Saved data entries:
───

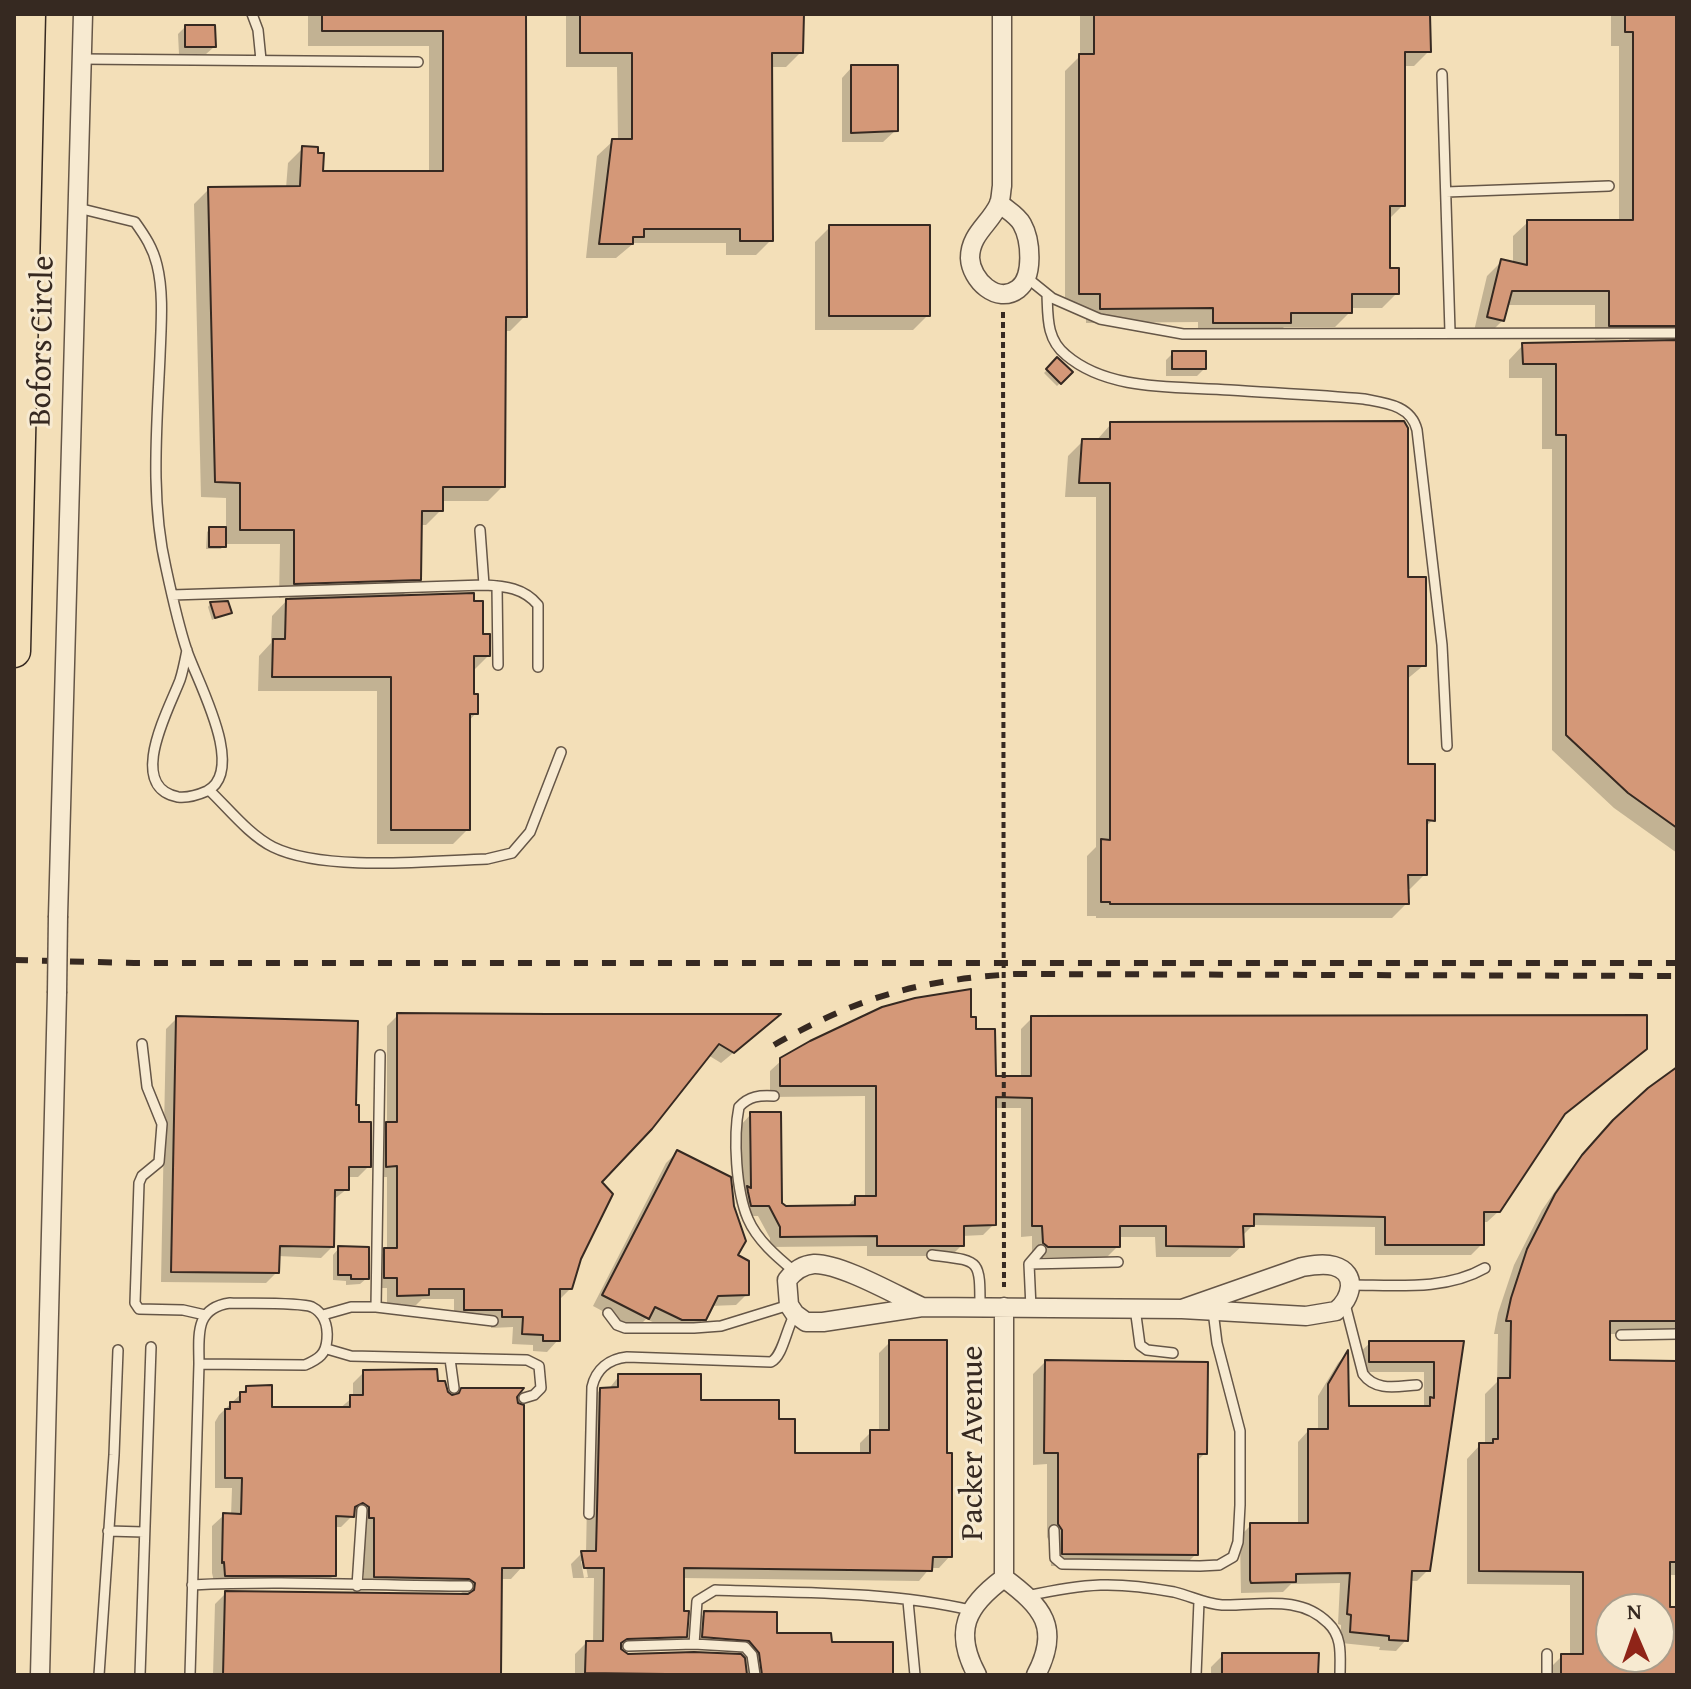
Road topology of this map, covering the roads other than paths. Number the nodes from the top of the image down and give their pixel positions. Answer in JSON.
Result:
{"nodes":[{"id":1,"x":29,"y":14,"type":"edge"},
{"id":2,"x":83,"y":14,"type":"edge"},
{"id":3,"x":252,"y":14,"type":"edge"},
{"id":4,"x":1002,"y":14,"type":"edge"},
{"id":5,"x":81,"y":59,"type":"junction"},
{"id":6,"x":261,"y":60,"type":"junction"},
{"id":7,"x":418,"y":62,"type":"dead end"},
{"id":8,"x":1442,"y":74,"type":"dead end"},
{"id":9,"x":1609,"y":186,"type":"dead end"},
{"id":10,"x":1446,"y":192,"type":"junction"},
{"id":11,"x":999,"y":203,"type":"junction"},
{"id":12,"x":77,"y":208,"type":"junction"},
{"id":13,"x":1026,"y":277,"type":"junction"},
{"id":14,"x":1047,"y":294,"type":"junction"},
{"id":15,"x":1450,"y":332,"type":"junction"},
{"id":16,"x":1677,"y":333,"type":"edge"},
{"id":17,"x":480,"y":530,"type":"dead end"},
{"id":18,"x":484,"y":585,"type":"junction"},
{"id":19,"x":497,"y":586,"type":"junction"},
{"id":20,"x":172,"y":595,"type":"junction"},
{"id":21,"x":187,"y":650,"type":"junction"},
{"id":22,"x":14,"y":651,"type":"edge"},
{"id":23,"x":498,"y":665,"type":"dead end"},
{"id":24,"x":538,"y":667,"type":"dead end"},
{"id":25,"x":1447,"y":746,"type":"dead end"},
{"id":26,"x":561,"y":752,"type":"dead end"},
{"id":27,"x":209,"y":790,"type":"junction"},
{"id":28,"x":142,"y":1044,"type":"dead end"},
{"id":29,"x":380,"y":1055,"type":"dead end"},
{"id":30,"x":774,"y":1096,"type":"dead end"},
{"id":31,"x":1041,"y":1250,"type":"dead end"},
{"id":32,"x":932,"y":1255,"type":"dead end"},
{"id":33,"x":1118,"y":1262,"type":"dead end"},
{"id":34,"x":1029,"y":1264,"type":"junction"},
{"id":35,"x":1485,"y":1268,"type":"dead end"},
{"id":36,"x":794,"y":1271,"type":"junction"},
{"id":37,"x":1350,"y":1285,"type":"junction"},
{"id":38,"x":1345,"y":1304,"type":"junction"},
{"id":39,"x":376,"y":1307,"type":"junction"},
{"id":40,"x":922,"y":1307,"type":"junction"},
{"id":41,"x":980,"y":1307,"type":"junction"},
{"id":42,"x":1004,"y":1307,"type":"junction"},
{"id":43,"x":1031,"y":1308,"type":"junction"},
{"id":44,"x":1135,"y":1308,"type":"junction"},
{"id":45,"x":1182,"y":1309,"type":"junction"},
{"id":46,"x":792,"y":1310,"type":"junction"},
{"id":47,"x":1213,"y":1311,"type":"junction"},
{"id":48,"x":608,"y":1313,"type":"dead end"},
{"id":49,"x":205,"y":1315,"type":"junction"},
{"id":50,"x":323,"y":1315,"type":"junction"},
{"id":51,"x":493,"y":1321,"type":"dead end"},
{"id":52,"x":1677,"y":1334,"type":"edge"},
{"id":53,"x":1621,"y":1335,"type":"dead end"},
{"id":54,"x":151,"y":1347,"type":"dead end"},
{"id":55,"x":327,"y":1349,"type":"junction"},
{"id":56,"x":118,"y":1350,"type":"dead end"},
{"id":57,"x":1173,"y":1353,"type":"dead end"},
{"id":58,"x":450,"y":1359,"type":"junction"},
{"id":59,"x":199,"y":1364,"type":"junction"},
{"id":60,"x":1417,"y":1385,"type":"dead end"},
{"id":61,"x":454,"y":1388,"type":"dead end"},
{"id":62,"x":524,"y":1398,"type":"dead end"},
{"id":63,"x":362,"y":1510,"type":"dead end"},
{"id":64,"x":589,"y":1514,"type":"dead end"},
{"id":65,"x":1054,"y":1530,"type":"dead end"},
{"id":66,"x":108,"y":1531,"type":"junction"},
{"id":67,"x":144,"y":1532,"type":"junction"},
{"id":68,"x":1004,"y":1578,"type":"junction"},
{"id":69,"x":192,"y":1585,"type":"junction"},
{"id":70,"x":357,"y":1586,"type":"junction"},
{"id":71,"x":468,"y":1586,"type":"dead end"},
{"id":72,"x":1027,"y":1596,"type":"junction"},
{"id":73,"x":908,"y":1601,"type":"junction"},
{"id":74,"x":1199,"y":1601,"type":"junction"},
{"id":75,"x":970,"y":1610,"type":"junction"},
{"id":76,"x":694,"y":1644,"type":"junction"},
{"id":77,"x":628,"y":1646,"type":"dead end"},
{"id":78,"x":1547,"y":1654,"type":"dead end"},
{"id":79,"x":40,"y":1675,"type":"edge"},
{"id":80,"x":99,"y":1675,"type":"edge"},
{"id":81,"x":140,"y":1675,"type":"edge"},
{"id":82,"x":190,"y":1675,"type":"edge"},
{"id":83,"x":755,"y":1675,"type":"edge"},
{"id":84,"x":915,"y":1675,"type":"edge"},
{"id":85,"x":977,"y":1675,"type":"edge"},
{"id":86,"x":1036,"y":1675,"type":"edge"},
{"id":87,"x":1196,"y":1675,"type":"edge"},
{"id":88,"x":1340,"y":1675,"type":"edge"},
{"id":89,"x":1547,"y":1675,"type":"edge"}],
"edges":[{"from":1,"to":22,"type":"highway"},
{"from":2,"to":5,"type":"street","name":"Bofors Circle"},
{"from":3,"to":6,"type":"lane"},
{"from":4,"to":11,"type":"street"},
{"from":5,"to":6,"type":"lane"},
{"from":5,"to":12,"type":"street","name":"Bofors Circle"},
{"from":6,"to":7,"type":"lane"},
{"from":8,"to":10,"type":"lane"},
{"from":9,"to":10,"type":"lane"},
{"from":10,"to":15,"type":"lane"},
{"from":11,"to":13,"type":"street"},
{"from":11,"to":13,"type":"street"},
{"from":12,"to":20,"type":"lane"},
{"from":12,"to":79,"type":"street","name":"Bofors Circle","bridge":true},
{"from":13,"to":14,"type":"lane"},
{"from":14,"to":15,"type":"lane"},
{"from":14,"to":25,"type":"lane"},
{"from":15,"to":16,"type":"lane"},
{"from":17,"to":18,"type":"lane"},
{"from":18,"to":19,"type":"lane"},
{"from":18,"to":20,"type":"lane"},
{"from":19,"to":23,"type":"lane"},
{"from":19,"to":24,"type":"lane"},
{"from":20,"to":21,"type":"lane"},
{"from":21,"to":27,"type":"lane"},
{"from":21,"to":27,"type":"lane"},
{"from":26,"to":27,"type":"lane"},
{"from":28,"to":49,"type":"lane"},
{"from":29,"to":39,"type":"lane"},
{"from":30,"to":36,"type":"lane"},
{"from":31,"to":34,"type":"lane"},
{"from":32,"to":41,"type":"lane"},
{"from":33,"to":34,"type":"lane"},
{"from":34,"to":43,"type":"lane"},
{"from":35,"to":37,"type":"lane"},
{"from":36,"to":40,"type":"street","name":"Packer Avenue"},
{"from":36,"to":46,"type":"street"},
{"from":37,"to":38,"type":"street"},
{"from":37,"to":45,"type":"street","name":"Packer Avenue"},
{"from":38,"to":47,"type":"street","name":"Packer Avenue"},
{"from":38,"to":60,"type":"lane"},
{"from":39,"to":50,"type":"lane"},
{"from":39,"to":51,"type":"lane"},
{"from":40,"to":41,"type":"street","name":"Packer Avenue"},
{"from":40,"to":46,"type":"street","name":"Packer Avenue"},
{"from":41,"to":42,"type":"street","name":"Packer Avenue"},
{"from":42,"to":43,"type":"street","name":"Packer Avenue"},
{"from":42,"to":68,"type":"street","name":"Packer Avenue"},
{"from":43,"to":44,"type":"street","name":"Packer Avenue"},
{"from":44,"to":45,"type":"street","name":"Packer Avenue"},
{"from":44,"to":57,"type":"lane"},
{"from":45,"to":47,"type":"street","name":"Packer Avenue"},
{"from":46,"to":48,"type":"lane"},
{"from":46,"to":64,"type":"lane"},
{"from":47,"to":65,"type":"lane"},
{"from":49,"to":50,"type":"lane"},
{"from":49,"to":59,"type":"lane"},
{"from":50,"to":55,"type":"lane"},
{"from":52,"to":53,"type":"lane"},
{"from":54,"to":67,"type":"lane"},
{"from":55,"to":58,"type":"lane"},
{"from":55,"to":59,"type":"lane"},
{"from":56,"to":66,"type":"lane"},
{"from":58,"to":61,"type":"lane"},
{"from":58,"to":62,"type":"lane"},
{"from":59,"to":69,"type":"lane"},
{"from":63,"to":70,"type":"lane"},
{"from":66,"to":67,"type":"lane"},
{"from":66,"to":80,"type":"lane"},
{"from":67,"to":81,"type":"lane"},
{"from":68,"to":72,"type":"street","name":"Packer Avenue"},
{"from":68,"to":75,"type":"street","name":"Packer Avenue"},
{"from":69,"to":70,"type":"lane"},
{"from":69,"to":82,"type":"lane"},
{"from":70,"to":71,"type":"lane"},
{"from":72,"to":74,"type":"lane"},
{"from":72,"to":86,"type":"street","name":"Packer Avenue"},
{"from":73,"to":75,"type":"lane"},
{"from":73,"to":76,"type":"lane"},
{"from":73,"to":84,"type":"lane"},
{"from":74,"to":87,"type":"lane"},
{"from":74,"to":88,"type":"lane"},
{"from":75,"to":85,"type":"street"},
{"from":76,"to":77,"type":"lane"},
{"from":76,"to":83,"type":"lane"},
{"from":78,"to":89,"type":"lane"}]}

───

• **What the exercise asks**: Go through the entries above and copy out every line that includes the word "Bofors".

• **Task response**:
{"from":2,"to":5,"type":"street","name":"Bofors Circle"},
{"from":5,"to":12,"type":"street","name":"Bofors Circle"},
{"from":12,"to":79,"type":"street","name":"Bofors Circle","bridge":true},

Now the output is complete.